Edgar Clarence Steele occupies as enviable a position in the public esteem as the most ambitious could desire or as any of our prominent men have achieved. To the citizens of Moscow and the second judicial district he can only be known as being a reputable, prominent man and an honest, able and efficient officer. At the bar he manifests all the qualities of the successful lawyer, and on the bench he displays a rare combination of talent, learning, tact, patience and industry. The successful lawyer and the competent judge must be a man of well balanced intellect, thoroughly familiar with the law and practice, of comprehensive general information, possessed of an analytical mind and a self-control that will enable him to lose his individuality, his personal feelings, his prejudices and the peculiarities of disposition, in the dignity, impartiality and equity of the office to which life, property, right and liberty must look for protection. All these qualities Judge Steele displays.
A native of Indiana, he was born November 15, 1857, his parents being Samuel A. and Mary Amnie (Beem) Steele. The father was born in Indiana about 1830, has followed farming and stock raising throughout his entire business career, and is now living in Romona, Indiana. His wife also is a native of the Hoosier state, and is still living. The paternal grandfather of our subject was Samuel Steele, a native of Ireland, who on coming to the United States located in Maryland. Subsequently he removed to the blue-grass region of Kentucky, and thence to Indiana, where he died at the age of seventy-two years.

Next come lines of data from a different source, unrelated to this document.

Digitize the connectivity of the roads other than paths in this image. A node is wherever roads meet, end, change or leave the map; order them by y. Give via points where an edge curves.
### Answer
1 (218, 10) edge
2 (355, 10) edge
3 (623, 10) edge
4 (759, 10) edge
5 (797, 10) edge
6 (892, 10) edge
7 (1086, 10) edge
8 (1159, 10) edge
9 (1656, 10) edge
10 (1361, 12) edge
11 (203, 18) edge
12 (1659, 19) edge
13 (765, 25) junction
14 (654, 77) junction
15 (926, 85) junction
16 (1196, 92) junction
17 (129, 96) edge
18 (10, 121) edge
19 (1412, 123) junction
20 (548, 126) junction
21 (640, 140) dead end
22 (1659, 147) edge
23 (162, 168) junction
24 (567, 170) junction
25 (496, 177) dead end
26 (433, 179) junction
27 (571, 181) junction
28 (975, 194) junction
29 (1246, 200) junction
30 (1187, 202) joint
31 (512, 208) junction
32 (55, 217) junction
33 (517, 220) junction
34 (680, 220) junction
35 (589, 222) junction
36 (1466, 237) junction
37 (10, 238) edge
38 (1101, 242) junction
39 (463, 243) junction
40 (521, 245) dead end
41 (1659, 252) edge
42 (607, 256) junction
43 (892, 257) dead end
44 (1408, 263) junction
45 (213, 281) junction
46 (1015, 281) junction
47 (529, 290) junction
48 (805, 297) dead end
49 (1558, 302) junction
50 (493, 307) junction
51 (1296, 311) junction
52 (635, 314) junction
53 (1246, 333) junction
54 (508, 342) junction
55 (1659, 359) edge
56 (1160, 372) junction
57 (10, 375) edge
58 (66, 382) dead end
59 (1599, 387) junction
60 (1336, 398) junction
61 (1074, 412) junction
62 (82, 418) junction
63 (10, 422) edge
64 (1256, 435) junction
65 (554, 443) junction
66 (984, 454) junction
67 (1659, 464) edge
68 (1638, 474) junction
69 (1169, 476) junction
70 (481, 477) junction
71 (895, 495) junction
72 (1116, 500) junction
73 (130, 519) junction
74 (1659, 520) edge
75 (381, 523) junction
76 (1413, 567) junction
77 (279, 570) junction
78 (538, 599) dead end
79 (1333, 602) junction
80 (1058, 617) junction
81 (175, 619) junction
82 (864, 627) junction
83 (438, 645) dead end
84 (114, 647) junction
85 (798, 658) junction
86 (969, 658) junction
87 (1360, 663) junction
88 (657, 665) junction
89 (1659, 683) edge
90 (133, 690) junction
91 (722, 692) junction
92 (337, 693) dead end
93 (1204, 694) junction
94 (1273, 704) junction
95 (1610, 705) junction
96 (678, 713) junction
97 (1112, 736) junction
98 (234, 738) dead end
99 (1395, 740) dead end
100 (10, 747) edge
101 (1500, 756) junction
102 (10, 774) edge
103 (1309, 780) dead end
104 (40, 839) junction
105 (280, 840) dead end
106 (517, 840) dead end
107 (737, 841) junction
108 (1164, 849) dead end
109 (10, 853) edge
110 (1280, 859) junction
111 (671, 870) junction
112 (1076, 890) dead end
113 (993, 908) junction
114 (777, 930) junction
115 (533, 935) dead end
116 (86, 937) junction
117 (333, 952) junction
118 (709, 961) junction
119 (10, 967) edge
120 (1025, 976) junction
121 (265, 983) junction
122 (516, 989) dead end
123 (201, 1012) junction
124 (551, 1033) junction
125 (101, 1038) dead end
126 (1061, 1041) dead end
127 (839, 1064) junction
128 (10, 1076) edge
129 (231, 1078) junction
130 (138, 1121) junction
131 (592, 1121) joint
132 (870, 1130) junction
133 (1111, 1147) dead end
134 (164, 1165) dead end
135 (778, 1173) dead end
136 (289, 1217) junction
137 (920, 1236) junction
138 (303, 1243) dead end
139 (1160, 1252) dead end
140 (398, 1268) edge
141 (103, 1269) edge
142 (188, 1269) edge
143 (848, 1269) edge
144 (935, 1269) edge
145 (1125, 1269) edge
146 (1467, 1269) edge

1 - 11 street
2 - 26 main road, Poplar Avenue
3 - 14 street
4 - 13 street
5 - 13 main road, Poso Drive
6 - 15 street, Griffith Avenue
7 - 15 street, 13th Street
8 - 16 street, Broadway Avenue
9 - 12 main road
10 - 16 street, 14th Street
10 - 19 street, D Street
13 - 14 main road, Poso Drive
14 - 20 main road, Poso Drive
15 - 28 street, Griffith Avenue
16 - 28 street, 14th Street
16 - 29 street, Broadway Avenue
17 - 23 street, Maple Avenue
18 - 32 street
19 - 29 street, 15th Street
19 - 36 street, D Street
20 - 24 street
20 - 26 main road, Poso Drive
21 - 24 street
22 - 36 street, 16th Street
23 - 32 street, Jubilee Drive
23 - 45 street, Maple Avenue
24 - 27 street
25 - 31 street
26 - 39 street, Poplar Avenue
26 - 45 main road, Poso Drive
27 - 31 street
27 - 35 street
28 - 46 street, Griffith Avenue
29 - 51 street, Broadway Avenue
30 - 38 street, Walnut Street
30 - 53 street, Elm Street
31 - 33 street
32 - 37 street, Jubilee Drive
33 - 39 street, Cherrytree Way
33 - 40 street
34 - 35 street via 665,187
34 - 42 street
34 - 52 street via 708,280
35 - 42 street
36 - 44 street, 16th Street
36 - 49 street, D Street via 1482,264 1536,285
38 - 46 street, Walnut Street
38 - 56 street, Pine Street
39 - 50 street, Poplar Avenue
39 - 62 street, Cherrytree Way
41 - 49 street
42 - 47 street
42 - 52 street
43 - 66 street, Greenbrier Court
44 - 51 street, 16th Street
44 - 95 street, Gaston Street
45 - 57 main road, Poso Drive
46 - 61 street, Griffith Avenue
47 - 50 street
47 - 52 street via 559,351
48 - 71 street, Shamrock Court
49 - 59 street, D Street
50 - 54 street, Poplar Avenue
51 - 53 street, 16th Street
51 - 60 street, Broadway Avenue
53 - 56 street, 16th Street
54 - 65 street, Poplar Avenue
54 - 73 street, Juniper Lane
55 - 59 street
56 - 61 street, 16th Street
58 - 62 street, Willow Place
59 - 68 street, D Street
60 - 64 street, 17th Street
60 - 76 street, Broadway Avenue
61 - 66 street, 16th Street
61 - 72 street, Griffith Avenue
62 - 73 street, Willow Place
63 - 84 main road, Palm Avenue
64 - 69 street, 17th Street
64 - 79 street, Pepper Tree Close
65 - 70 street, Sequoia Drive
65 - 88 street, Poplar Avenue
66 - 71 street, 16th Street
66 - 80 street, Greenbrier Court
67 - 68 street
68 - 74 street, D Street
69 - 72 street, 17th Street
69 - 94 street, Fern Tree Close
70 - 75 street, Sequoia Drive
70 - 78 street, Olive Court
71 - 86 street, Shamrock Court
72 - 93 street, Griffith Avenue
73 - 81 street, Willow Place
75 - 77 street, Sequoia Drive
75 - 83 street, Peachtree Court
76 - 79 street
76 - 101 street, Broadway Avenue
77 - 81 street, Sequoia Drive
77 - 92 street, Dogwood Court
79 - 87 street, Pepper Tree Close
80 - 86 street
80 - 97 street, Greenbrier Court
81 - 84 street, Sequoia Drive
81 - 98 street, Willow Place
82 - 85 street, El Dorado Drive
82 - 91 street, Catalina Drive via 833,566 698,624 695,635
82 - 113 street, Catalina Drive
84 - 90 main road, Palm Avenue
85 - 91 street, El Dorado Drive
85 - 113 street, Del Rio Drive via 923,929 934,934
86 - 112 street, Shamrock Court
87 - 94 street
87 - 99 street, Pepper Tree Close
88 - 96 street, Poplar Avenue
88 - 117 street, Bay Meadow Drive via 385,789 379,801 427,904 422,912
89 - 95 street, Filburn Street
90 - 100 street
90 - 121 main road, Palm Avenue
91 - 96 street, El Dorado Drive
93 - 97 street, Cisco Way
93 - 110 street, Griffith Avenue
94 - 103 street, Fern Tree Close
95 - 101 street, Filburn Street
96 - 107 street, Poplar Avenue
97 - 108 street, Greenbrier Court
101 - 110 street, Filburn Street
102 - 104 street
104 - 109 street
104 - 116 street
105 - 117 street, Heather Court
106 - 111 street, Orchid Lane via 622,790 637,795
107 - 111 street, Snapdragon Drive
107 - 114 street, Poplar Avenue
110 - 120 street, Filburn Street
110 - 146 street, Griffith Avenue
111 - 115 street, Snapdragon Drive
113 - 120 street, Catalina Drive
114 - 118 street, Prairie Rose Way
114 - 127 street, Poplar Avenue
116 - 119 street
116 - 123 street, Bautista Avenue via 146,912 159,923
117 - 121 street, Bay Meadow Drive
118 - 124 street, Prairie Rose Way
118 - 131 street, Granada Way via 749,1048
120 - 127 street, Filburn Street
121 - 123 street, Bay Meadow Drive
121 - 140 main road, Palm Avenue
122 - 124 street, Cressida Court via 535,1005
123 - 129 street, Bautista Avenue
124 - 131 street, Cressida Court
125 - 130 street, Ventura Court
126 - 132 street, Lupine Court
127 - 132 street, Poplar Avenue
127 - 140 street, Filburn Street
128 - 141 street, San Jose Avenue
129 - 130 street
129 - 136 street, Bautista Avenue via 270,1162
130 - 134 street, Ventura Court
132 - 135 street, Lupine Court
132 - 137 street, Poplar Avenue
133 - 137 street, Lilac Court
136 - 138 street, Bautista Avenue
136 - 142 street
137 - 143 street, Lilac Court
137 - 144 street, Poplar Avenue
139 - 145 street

Judge Steele is a graduate of the high school of Spencer, Indiana, and also pursued his studies in the State University, at Bloomington, Indiana. Determining to engage in the practice of law as a life work, he spent two years in the Indiana Law School, at Indianapolis, where he was graduated with the class of 1879. He practiced law in that state until the fall of 1889, and for four years was in partnership with James H. Jordan, who is now a member of the supreme bench of that state. In 1889 Judge Steele was appointed law examiner of the general land office at Washington, and served until January, 1893, when he resigned and came to Idaho, having in the meantime formed a partnership with Hon. Willis Sweet, of Moscow. That relationship was maintained until 1898, when Judge Steele was elevated to the bench.
The Judge is a stalwart Republican in his political views, and in August 1898, he was nominated for judicial honors in the second district, being elected by a plurality of eight hundred. He has proved a most competent officer, strictly fair and impartial, weighing the evidence carefully and framing his decisions with due regard to the law and to precedent. He is proving himself to be one of the best district judges of the state, and his judicial actions are in entire harmony with the opinions of the leading members of the bar.
In November 1889, in Logan, Ohio, Judge Steele was united in marriage to Miss Jessie L. White, a native of Ohio, and their pleasant home is a popular resort with Moscow’s best citizens. In his social relations the Judge is a Mason, and in professional and political circles he is regarded as one of the leading men of his adopted state.